The Direct Action Network was following on the successes of earlier strategic nonviolence campaigns (including, but not limited to Redwood Summer, the Earth Action Network, and many similar affinity group based mobilizations). Much of what they did was carefully planned in advance using horizontal, democratic, consensus-based decision-making processes, all of which are consistent with anarchism. There were many anarchists involved in those efforts. Medea Benjamin (who was one of many “leaders”) knew this and almost certainly welcomed it. There’s absolutely zero evidence that she opposed their involvement, let alone called for the expulsion or arrest of any of them.
By contrast, not everyone in the tiny Black Bloc insurrectionary group were necessarily anarchists. That’s not to suggest they were government or capitalist infiltrators. Some may well have been, and some of them might have been especially detrimental or steered others towards detrimental actions, but that’s also just as much a possibility among the Direct Action Network as well. There’s no solid evidence to prove or disprove the presence, role, or ultimate effect of intentional undercover disruptors in either group. What is known is that the police did largely ignore them (though that may have as much to do with the fact that they were tiny in number, and the police had already been substantially overwhelmed by the time they appeared), and didn’t seem particularly interested in “unmasking” them.

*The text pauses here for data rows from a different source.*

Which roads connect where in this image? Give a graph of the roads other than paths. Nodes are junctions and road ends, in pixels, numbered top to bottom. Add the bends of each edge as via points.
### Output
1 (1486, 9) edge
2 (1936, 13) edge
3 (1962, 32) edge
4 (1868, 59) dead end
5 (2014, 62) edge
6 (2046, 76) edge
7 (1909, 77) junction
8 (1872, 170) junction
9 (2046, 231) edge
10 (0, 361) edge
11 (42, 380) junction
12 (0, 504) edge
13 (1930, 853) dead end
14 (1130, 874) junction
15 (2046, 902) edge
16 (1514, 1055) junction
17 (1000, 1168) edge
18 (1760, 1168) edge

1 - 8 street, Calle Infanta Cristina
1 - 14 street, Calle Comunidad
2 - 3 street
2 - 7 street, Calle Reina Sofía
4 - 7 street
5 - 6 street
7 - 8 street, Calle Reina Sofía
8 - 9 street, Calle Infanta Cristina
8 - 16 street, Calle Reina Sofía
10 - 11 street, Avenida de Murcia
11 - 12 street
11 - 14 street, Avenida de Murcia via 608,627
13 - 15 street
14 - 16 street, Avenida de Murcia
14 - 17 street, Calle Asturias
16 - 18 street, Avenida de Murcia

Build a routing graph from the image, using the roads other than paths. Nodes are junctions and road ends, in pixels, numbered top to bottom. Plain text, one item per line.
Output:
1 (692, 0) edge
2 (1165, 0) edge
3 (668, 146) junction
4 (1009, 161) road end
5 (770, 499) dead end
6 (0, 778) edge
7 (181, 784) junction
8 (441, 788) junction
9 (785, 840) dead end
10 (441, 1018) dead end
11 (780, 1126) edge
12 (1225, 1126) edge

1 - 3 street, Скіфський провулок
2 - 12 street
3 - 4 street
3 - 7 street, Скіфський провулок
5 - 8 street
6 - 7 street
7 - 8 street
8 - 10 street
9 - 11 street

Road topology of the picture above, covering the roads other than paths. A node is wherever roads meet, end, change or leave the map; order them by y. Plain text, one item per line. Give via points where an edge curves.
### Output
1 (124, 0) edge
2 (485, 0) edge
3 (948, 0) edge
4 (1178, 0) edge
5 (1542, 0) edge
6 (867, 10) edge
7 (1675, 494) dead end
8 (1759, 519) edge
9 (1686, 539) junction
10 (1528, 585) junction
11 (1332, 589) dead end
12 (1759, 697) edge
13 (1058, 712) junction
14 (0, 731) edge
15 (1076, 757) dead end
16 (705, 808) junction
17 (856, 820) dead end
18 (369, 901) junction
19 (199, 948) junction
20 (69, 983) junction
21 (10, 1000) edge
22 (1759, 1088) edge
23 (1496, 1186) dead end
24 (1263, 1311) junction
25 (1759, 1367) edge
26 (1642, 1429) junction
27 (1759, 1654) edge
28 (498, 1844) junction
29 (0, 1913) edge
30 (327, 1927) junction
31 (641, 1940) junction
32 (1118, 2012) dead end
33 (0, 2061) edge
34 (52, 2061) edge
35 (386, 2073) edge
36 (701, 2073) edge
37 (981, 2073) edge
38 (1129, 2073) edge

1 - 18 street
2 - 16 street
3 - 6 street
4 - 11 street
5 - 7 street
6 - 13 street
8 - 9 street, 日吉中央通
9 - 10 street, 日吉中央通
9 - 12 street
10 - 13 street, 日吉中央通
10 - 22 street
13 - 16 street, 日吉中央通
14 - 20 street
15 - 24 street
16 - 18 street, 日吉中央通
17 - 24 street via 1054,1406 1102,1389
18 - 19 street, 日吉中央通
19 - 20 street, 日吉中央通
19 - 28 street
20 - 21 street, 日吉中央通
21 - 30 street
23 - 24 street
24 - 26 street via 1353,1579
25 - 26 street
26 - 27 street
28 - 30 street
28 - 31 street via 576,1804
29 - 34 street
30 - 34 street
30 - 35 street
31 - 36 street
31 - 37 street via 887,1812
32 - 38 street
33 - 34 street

What has also been conclusively proven is that there have been documented cases of FBI-COINTELPRO infiltration and disruptions into Earth First! and other leftist and/or anarchist oriented groups, organizations, and movements, in spite of the latter’s commitment to nonviolence. A common thread among these infiltrations is a concerted effort to convince the genuine activists within these groups to agree to engaging in violent tactics, actions, and/or campaigns with the goal of entrapment of the groups’, organizations’, or movements’ assumed “leaders” or to incite infighting within them or among rival factions or organizations in order to distract and disrupt them from their intended goals. Almost never do such disruptions attempt to steer would-be violent tactics, actions, or campaigns towards strategic nonviolent alternatives (though it’s possible there might be attempts to steer the would-be violent participants towards absolute passivity instead, which is entirely different than strategic nonviolence).
Such historical knowledge was already well known by November 1999, and it was quite common within direct action-oriented movements to provide an overview of this history to newcomers in efforts to inoculate them against disruptive behavior to avoid the pitfalls suffered by those who’d suffered at the hands of COINTELPRO before. For example, Northern California Earth First! groups made it standard practice to insist that new participants undergo a nonviolence training before plugging into any possible direct actions that might occur (I speak from direct experience, having attended several of them myself). Much of these trainings were developed from the trainers’ own experiences (including Judi Bari, whose experiences with being targeted by COINTELPRO disruption are now established facts). There is absolutely no doubt that Medea Benjamin and others involved in the Direct Action Network learned this history as well.
The most important point—one that is all too often lost on the part of the insurrectionist true believers—is that almost never do mass actions, including mass direct actions, ultimately wind up achieving the ultimate goal of revolution. They’re always, with about 99.9999…% certainty, merely steps along the way to a larger goal of fundamentally transforming society by removing support for the status quo by weakening the levers of power that hold it up. It practically never happens that a mass direct action wins every goal once and forever. Nor do such actions ever really inspire the mass of humanity to join in a mass riot instigated by 0.0000001% (if they’re even that lucky) of the world’s population.
Transformation is almost always a long, drawn-out process, one that requires winning over a sizable fraction of the population. Historically speaking—and plenty of evidence backs this up—violent actions succeed in achieving this far less often than strategic nonviolent tactics do.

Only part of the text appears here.